How to Listen to The Inner Child in the Face of Turmoil cover image

How to Listen to The Inner Child in the Face of Turmoil

// artwork: hilma af klint, swan no. 2


Children in the Bodies of Adults

Watching adults turn into hurt children and start to throw tantrums out of the blue is one of the most painful things for me to witness and bear.
Especially, if they are older than I am. Emotional maturity knows no age.

Whether it is a fearful client who feels overwhelmed with technical details and need some hand-holding and words of encouragement or a lover who gets triggered by a side remark and shuts down from one second to another - in those moments I always have the choice:

Do I participate as well in playing out the hurt child role and react emotionally and unconsciously to the situation? Or am I able to keep my calm and stay cool-headed, and try to ease the tension?

All of these mindfulness practices nowadays such as meditation, breathwork or yoga serve this very purpose:

To remember who I am and why I am here.
To bring more beauty and harmony into the world.
To soften the edges in loaded situations.
To ensure the flow of energies in systems and people.

So all starts within myself.

Am I able to speak up and address blockages with compassion when I see them?
Am I able to stay in relationship without blame or rejection?
Can I let curiosity and openness guide my words?

Helpful questions to ask

(I came across these 2 questions that I find very helpful. Unfortunately, I forgot the source, if you know, please let me know so I can give proper credits!)
  • How old am I now?
  • What do I need?

Most of the time, we don’t even know what we need, because we never ask ourselves that question!

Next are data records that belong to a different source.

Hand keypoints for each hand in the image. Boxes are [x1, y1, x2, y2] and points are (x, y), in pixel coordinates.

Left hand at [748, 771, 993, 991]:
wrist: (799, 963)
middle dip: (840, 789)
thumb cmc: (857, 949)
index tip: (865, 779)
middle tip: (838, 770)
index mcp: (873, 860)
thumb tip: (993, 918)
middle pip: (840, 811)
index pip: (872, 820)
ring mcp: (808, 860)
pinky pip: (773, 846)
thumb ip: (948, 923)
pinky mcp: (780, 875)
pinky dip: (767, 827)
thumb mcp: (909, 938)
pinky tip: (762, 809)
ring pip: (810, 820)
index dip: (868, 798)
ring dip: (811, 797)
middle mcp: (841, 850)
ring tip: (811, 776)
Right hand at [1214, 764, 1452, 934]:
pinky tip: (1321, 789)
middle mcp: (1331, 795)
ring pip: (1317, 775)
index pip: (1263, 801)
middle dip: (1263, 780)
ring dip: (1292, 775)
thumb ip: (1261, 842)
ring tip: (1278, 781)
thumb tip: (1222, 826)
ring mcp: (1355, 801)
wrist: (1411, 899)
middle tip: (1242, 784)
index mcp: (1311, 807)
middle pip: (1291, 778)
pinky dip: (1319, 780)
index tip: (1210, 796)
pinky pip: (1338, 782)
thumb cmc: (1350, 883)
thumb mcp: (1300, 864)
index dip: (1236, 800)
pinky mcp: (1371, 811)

Am I 4 right now and simply need a hug? Am I 14 and need a moment to breathe? Maybe a short walk? Do I need words of assurance?
Being provided and providing an environment of emotional safety is key. I want my feelings to be validated; I want to feel accepted and loved.

I noticed that most men tend to respond in those situations with a ‘let me fix this for you’ approach trying to rationalise the problem, while women are more likely to hold space for whatever emotion is present and empathise.

No matter how we prefer to respond, we can always choose the intention of love and stay with the other person, even if we are triggered as well, and listen curiously to what the child in all of us wants to communicate.

And as much as I like playing the role of the diplomat, I always make sure afterwards, that I haven’t neglect my own needs by overgiving and recalibrate when needed.